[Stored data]

☆ ☆ ☆ ☆

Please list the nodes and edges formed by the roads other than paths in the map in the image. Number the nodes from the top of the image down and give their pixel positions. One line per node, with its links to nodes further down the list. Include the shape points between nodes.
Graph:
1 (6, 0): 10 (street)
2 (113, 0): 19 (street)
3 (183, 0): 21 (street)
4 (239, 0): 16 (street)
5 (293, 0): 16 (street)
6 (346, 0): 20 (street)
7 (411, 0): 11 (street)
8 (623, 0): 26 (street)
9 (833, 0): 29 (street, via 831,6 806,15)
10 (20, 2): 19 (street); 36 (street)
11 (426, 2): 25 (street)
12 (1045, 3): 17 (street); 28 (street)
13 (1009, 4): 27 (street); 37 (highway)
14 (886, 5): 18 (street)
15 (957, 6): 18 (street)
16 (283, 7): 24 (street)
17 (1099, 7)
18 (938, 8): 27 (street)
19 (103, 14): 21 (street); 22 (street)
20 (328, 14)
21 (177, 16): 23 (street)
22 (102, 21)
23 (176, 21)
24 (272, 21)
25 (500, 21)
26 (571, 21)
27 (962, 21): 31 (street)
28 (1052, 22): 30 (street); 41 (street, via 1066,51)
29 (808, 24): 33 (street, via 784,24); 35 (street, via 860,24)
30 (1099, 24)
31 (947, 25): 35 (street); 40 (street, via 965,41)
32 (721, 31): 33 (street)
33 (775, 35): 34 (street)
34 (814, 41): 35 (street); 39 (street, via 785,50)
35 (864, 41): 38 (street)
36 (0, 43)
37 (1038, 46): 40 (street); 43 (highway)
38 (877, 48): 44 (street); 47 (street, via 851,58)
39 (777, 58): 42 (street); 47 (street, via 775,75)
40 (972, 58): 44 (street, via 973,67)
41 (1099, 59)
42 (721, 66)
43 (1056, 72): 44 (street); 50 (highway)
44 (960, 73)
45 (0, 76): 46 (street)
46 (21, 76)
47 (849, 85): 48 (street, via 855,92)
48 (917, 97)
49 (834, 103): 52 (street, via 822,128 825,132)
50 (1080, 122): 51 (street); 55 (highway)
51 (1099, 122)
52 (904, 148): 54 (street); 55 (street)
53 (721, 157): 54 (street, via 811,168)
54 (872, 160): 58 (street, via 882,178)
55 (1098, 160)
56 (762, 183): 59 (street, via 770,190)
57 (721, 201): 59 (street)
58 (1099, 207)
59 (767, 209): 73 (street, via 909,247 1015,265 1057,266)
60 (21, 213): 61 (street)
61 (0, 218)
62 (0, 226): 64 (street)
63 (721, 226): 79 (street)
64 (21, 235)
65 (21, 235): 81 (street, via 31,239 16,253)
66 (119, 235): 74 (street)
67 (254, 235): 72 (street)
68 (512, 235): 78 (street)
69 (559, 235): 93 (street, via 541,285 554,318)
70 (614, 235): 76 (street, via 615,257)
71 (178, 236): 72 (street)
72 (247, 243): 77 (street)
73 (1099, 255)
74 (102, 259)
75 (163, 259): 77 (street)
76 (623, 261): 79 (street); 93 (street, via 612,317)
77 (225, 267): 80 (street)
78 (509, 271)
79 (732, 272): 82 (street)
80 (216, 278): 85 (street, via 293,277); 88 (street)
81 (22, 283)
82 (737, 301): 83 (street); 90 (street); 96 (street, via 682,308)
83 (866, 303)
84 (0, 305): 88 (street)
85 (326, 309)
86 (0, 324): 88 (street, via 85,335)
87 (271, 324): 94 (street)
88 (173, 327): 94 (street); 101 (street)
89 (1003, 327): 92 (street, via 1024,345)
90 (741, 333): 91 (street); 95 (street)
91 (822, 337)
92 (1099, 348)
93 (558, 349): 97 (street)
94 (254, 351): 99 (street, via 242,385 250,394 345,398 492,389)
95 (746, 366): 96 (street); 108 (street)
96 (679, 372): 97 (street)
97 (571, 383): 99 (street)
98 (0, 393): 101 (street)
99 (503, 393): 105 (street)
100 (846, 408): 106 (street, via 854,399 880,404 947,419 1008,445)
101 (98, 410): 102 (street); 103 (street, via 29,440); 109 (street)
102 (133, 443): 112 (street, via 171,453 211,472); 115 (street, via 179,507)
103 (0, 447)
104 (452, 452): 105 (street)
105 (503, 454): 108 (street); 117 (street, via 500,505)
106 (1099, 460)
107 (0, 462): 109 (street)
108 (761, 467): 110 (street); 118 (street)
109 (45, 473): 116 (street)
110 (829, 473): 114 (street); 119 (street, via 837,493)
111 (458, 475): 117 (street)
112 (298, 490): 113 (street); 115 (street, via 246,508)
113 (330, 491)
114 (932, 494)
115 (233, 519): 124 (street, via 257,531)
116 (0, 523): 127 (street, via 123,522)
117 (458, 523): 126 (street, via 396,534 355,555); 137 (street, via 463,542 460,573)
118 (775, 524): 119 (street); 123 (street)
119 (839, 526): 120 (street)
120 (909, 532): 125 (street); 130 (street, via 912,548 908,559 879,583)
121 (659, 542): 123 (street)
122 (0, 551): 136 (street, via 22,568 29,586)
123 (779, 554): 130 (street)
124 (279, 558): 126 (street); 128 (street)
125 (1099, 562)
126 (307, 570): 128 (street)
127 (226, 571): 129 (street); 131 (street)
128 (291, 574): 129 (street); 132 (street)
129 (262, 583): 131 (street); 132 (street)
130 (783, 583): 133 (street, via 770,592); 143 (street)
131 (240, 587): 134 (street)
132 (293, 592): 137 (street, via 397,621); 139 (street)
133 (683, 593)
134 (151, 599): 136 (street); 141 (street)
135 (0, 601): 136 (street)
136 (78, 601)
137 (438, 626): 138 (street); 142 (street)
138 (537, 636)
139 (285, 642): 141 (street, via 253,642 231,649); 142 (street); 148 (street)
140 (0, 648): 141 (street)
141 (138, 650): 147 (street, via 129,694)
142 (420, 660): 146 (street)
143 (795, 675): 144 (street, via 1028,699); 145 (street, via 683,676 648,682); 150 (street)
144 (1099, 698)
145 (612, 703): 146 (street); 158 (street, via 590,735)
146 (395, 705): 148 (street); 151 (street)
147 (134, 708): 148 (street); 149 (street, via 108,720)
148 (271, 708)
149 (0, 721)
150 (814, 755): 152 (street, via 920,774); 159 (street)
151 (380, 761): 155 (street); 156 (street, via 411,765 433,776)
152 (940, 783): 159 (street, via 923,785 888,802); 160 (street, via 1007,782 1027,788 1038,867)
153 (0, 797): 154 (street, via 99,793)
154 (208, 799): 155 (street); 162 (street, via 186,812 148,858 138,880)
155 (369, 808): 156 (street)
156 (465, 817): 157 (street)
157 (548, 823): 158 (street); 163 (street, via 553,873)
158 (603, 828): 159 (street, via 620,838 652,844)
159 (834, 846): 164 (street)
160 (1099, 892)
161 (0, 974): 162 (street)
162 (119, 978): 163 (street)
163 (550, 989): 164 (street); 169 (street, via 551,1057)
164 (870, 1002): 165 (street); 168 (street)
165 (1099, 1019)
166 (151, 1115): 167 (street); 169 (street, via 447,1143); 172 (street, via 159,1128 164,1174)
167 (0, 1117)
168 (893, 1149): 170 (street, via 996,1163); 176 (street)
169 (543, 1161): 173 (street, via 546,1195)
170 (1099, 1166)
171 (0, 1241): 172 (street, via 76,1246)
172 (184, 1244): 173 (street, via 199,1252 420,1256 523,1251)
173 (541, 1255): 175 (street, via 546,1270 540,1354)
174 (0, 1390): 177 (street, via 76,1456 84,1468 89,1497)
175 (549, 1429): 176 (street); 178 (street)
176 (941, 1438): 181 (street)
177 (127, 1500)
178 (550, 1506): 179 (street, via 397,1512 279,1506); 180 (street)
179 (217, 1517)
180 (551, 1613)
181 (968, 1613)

☆ ☆ ☆ ☆

Nothing should be dropped. Retype each line above as it is.

▸ TASK OUTPUT:
Please list the nodes and edges formed by the roads other than paths in the map in the image. Number the nodes from the top of the image down and give their pixel positions. One line per node, with its links to nodes further down the list. Include the shape points between nodes.
Graph:
1 (6, 0): 10 (street)
2 (113, 0): 19 (street)
3 (183, 0): 21 (street)
4 (239, 0): 16 (street)
5 (293, 0): 16 (street)
6 (346, 0): 20 (street)
7 (411, 0): 11 (street)
8 (623, 0): 26 (street)
9 (833, 0): 29 (street, via 831,6 806,15)
10 (20, 2): 19 (street); 36 (street)
11 (426, 2): 25 (street)
12 (1045, 3): 17 (street); 28 (street)
13 (1009, 4): 27 (street); 37 (highway)
14 (886, 5): 18 (street)
15 (957, 6): 18 (street)
16 (283, 7): 24 (street)
17 (1099, 7)
18 (938, 8): 27 (street)
19 (103, 14): 21 (street); 22 (street)
20 (328, 14)
21 (177, 16): 23 (street)
22 (102, 21)
23 (176, 21)
24 (272, 21)
25 (500, 21)
26 (571, 21)
27 (962, 21): 31 (street)
28 (1052, 22): 30 (street); 41 (street, via 1066,51)
29 (808, 24): 33 (street, via 784,24); 35 (street, via 860,24)
30 (1099, 24)
31 (947, 25): 35 (street); 40 (street, via 965,41)
32 (721, 31): 33 (street)
33 (775, 35): 34 (street)
34 (814, 41): 35 (street); 39 (street, via 785,50)
35 (864, 41): 38 (street)
36 (0, 43)
37 (1038, 46): 40 (street); 43 (highway)
38 (877, 48): 44 (street); 47 (street, via 851,58)
39 (777, 58): 42 (street); 47 (street, via 775,75)
40 (972, 58): 44 (street, via 973,67)
41 (1099, 59)
42 (721, 66)
43 (1056, 72): 44 (street); 50 (highway)
44 (960, 73)
45 (0, 76): 46 (street)
46 (21, 76)
47 (849, 85): 48 (street, via 855,92)
48 (917, 97)
49 (834, 103): 52 (street, via 822,128 825,132)
50 (1080, 122): 51 (street); 55 (highway)
51 (1099, 122)
52 (904, 148): 54 (street); 55 (street)
53 (721, 157): 54 (street, via 811,168)
54 (872, 160): 58 (street, via 882,178)
55 (1098, 160)
56 (762, 183): 59 (street, via 770,190)
57 (721, 201): 59 (street)
58 (1099, 207)
59 (767, 209): 73 (street, via 909,247 1015,265 1057,266)
60 (21, 213): 61 (street)
61 (0, 218)
62 (0, 226): 64 (street)
63 (721, 226): 79 (street)
64 (21, 235)
65 (21, 235): 81 (street, via 31,239 16,253)
66 (119, 235): 74 (street)
67 (254, 235): 72 (street)
68 (512, 235): 78 (street)
69 (559, 235): 93 (street, via 541,285 554,318)
70 (614, 235): 76 (street, via 615,257)
71 (178, 236): 72 (street)
72 (247, 243): 77 (street)
73 (1099, 255)
74 (102, 259)
75 (163, 259): 77 (street)
76 (623, 261): 79 (street); 93 (street, via 612,317)
77 (225, 267): 80 (street)
78 (509, 271)
79 (732, 272): 82 (street)
80 (216, 278): 85 (street, via 293,277); 88 (street)
81 (22, 283)
82 (737, 301): 83 (street); 90 (street); 96 (street, via 682,308)
83 (866, 303)
84 (0, 305): 88 (street)
85 (326, 309)
86 (0, 324): 88 (street, via 85,335)
87 (271, 324): 94 (street)
88 (173, 327): 94 (street); 101 (street)
89 (1003, 327): 92 (street, via 1024,345)
90 (741, 333): 91 (street); 95 (street)
91 (822, 337)
92 (1099, 348)
93 (558, 349): 97 (street)
94 (254, 351): 99 (street, via 242,385 250,394 345,398 492,389)
95 (746, 366): 96 (street); 108 (street)
96 (679, 372): 97 (street)
97 (571, 383): 99 (street)
98 (0, 393): 101 (street)
99 (503, 393): 105 (street)
100 (846, 408): 106 (street, via 854,399 880,404 947,419 1008,445)
101 (98, 410): 102 (street); 103 (street, via 29,440); 109 (street)
102 (133, 443): 112 (street, via 171,453 211,472); 115 (street, via 179,507)
103 (0, 447)
104 (452, 452): 105 (street)
105 (503, 454): 108 (street); 117 (street, via 500,505)
106 (1099, 460)
107 (0, 462): 109 (street)
108 (761, 467): 110 (street); 118 (street)
109 (45, 473): 116 (street)
110 (829, 473): 114 (street); 119 (street, via 837,493)
111 (458, 475): 117 (street)
112 (298, 490): 113 (street); 115 (street, via 246,508)
113 (330, 491)
114 (932, 494)
115 (233, 519): 124 (street, via 257,531)
116 (0, 523): 127 (street, via 123,522)
117 (458, 523): 126 (street, via 396,534 355,555); 137 (street, via 463,542 460,573)
118 (775, 524): 119 (street); 123 (street)
119 (839, 526): 120 (street)
120 (909, 532): 125 (street); 130 (street, via 912,548 908,559 879,583)
121 (659, 542): 123 (street)
122 (0, 551): 136 (street, via 22,568 29,586)
123 (779, 554): 130 (street)
124 (279, 558): 126 (street); 128 (street)
125 (1099, 562)
126 (307, 570): 128 (street)
127 (226, 571): 129 (street); 131 (street)
128 (291, 574): 129 (street); 132 (street)
129 (262, 583): 131 (street); 132 (street)
130 (783, 583): 133 (street, via 770,592); 143 (street)
131 (240, 587): 134 (street)
132 (293, 592): 137 (street, via 397,621); 139 (street)
133 (683, 593)
134 (151, 599): 136 (street); 141 (street)
135 (0, 601): 136 (street)
136 (78, 601)
137 (438, 626): 138 (street); 142 (street)
138 (537, 636)
139 (285, 642): 141 (street, via 253,642 231,649); 142 (street); 148 (street)
140 (0, 648): 141 (street)
141 (138, 650): 147 (street, via 129,694)
142 (420, 660): 146 (street)
143 (795, 675): 144 (street, via 1028,699); 145 (street, via 683,676 648,682); 150 (street)
144 (1099, 698)
145 (612, 703): 146 (street); 158 (street, via 590,735)
146 (395, 705): 148 (street); 151 (street)
147 (134, 708): 148 (street); 149 (street, via 108,720)
148 (271, 708)
149 (0, 721)
150 (814, 755): 152 (street, via 920,774); 159 (street)
151 (380, 761): 155 (street); 156 (street, via 411,765 433,776)
152 (940, 783): 159 (street, via 923,785 888,802); 160 (street, via 1007,782 1027,788 1038,867)
153 (0, 797): 154 (street, via 99,793)
154 (208, 799): 155 (street); 162 (street, via 186,812 148,858 138,880)
155 (369, 808): 156 (street)
156 (465, 817): 157 (street)
157 (548, 823): 158 (street); 163 (street, via 553,873)
158 (603, 828): 159 (street, via 620,838 652,844)
159 (834, 846): 164 (street)
160 (1099, 892)
161 (0, 974): 162 (street)
162 (119, 978): 163 (street)
163 (550, 989): 164 (street); 169 (street, via 551,1057)
164 (870, 1002): 165 (street); 168 (street)
165 (1099, 1019)
166 (151, 1115): 167 (street); 169 (street, via 447,1143); 172 (street, via 159,1128 164,1174)
167 (0, 1117)
168 (893, 1149): 170 (street, via 996,1163); 176 (street)
169 (543, 1161): 173 (street, via 546,1195)
170 (1099, 1166)
171 (0, 1241): 172 (street, via 76,1246)
172 (184, 1244): 173 (street, via 199,1252 420,1256 523,1251)
173 (541, 1255): 175 (street, via 546,1270 540,1354)
174 (0, 1390): 177 (street, via 76,1456 84,1468 89,1497)
175 (549, 1429): 176 (street); 178 (street)
176 (941, 1438): 181 (street)
177 (127, 1500)
178 (550, 1506): 179 (street, via 397,1512 279,1506); 180 (street)
179 (217, 1517)
180 (551, 1613)
181 (968, 1613)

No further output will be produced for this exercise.